陈建祥
《资治通鉴》卷一百四十九(梁纪五),记载了公元519年北魏洛阳国库里发生的一件事。“魏累世强盛,东夷、西域贡献不绝,又立互市以致南货,至是府库盈溢。胡太后尝幸绢藏,命王公嫔主从行者百余人各自负绢,称力取之,少者不减百余匹。尚书令、仪同三司李崇、章武王融,负绢过重,颠仆于地,崇伤腰,融损足,太后夺其绢,使空出,时人笑之。侍中崔光止取两匹,太后怪其少,对曰:‘臣两手唯堪两匹。’众皆愧之。”
有一天,北魏胡太后驾临绢帛库房,王公、妃嫔、公主一百多人随行。库中绢帛堆积如山,太后一时兴致大发,下令众人随意取绢。有人双臂层层叠起,有人俯身全力怀抱,取货最少者也不下百余匹。尚书令、仪同三司李崇和章武王元融二人,因为扛的绢太多太重,不慎跌倒在地,一个扭伤了腰,一个崴了脚,胡太后命人夺下他们手中的绢,让他们空手离场,遭到耻笑。李崇家财丰厚,堪比北魏首富高阳王元雍,章武王元融更是“素以富自负”,却这般狼狈,实在可笑。
不同的是,侍中崔光只拿了两匹绢,胡太后怪他拿得少,崔光答道“臣两手唯堪两匹”,我的两只手只能拿得动两匹绢。太后听罢,点头赞叹,其他则无不羞愧垂首。
崔光并非故作清高,也不是刻意安贫以博取美名。恰恰相反,他身历北魏孝文、宣武、孝明三朝,官至侍中、中书监,参与军国大政,深得胡太后信任。论权位、资历、恩宠,他完全可以多取绢帛,甚至可以是拿得最多的那一个,可他偏偏只取两匹绢。
为什么?他说得极简单明了:人只有两只手,与其多拿多占,徒留狼狈,不如适可而止,拿自己拿得动的、该拿的、心安理得的。
这份克制和清醒,堪称珍贵,也让人深思:为什么崔光能做到的事,那些富可敌国的权贵却做不到?答案并不复杂。并非他们不知道“两只手只能拿两匹绢”这个道理,可欲望一旦上头,理智便自动让了路,贪念像野草一样疯长。
这便是人性中根深蒂固的弱点:总觉得越多越好,总害怕自己吃亏,总忍不住跟别人比较。崔光的可贵之处,恰恰在于跳出了这个怪圈。他不跟别人比谁拿得多,他只跟自己比,自己需要多少、能拿多少、该拿多少。
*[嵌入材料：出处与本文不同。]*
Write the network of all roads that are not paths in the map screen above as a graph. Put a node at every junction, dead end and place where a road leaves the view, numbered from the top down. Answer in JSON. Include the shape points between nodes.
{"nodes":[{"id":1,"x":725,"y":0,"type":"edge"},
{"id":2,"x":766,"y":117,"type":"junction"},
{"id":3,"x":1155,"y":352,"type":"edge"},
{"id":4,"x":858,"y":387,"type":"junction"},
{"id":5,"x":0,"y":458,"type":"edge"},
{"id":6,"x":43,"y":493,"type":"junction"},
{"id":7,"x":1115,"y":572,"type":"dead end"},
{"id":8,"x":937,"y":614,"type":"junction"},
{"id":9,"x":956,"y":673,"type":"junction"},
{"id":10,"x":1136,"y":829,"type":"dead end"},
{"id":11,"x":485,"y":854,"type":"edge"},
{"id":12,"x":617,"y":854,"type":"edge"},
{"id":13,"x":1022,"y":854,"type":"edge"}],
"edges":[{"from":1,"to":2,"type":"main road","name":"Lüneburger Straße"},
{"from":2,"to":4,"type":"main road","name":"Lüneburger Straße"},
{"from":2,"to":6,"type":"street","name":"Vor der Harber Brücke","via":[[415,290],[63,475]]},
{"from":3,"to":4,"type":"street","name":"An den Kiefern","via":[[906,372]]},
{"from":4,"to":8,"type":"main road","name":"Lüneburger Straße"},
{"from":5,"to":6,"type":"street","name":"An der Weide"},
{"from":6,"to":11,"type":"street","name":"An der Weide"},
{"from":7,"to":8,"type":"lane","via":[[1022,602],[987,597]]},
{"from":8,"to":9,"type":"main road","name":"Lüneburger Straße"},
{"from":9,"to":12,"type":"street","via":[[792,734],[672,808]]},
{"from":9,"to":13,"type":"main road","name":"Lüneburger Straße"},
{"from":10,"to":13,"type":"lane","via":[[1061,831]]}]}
这不是消极退让,而是一种主动选择,一种清醒权衡。
崔光那句“两手唯堪两匹”,正是在说一个人的欲望该有个边界。两只手能拿多少,就取多少;一个人能消化多少福分,就享多少福分。超出边界的部分,要么攥不住,要么压垮人。古人讲“德不配位,必有灾殃”,讲“知足不辱,知止不殆”,讲“尽力而为,量力而行”,说的都是同一个道理。崔光将这份自知之明具象化了。
崔光年轻时便以孝行闻名乡里,后入朝为官,始终秉持“以正道事君”的原则,不曲意逢迎,不攀附权贵,清正审慎,立身刚正。胡太后宠信奸佞、大肆兴建佛寺、耗费国库无度,崔光屡次上书谏止,引经据典,言辞恳切,从不畏惧触怒权贵。他曾说:“臣闻王者以民为基,民以食为命。”
反观那些争先恐后、左揽右抱的大臣们,在史书上大多没有留下好名声。有人因贪赃纳贿被罢官削职,有人卷入权力斗争身死名裂,有人纵容子弟横行乡里致满门获罪。见利忘义、贪得无厌无疑是重要原因之一。而崔光一生清慎自守,去世时“家无余赀,唯有书籍数千卷”,朝廷追赠美谥,史家高度评价,千载之下,依然令人敬仰。
人有且只有两只手,又何必拿那么多呢?两相比较,到底谁更聪明,谁更糊涂,不言自明。